## Exercise
Find all lines with the word "nodes" in the material, then copy them.
Start of Task inputs
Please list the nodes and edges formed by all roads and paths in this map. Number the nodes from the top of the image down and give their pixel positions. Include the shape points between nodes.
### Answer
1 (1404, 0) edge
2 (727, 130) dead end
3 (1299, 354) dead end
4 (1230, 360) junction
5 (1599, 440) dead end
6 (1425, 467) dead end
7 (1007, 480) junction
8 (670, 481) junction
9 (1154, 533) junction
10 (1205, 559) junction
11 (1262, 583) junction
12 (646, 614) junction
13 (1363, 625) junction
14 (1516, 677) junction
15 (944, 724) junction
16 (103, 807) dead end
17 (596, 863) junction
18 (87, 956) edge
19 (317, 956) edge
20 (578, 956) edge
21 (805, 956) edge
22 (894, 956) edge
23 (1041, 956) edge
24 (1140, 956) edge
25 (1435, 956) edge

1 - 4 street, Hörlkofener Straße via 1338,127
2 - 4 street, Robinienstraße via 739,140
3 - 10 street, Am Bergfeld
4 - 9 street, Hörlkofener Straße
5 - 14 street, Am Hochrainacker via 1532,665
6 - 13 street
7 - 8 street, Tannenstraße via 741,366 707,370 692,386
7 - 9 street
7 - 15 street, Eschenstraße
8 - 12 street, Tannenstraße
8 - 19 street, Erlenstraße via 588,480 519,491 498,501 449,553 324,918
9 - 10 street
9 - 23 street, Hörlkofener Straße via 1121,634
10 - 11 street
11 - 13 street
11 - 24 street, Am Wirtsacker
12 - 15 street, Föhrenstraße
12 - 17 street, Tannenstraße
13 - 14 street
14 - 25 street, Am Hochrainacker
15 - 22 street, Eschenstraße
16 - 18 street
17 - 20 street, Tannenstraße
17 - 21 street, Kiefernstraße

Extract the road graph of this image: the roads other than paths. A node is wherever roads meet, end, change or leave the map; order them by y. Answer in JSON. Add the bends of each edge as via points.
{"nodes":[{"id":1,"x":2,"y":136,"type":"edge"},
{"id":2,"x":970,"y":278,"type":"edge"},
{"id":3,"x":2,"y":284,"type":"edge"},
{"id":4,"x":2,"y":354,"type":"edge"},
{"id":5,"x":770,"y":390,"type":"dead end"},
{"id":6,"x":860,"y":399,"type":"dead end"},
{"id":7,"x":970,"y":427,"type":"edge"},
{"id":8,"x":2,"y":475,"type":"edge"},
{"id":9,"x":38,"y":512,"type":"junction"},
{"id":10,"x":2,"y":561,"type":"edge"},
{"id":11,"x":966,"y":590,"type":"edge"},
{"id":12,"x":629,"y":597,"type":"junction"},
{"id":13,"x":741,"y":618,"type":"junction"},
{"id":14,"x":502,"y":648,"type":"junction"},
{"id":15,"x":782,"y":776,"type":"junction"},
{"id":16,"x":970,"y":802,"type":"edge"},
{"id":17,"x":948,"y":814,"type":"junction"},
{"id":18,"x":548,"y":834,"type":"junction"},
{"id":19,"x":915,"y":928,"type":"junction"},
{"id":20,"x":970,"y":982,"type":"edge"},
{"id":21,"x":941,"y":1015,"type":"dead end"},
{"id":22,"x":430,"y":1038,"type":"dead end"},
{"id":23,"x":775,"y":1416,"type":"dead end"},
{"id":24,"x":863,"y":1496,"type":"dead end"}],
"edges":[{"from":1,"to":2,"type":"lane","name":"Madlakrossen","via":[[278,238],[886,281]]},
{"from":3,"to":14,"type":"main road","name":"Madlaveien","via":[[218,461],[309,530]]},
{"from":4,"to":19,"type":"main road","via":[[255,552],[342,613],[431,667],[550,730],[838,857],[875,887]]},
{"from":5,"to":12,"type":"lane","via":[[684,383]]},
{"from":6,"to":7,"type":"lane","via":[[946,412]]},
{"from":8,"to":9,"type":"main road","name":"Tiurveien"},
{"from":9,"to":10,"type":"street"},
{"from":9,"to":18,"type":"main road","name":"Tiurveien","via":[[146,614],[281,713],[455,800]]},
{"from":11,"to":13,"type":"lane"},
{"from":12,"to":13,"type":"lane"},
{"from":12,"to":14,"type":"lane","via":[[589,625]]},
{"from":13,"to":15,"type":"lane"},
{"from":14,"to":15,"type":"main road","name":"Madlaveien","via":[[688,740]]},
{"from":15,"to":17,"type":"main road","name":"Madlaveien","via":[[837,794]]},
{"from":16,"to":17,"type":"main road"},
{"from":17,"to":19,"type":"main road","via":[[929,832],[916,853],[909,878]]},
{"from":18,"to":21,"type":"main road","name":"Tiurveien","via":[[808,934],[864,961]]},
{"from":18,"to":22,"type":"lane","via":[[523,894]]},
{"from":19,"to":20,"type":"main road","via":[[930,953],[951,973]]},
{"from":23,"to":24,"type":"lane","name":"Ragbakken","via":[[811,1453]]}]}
End of Task inputs
## Worked solution
Please list the nodes and edges formed by all roads and paths in this map. Number the nodes from the top of the image down and give their pixel positions. Include the shape points between nodes.
{"nodes":[{"id":1,"x":2,"y":136,"type":"edge"},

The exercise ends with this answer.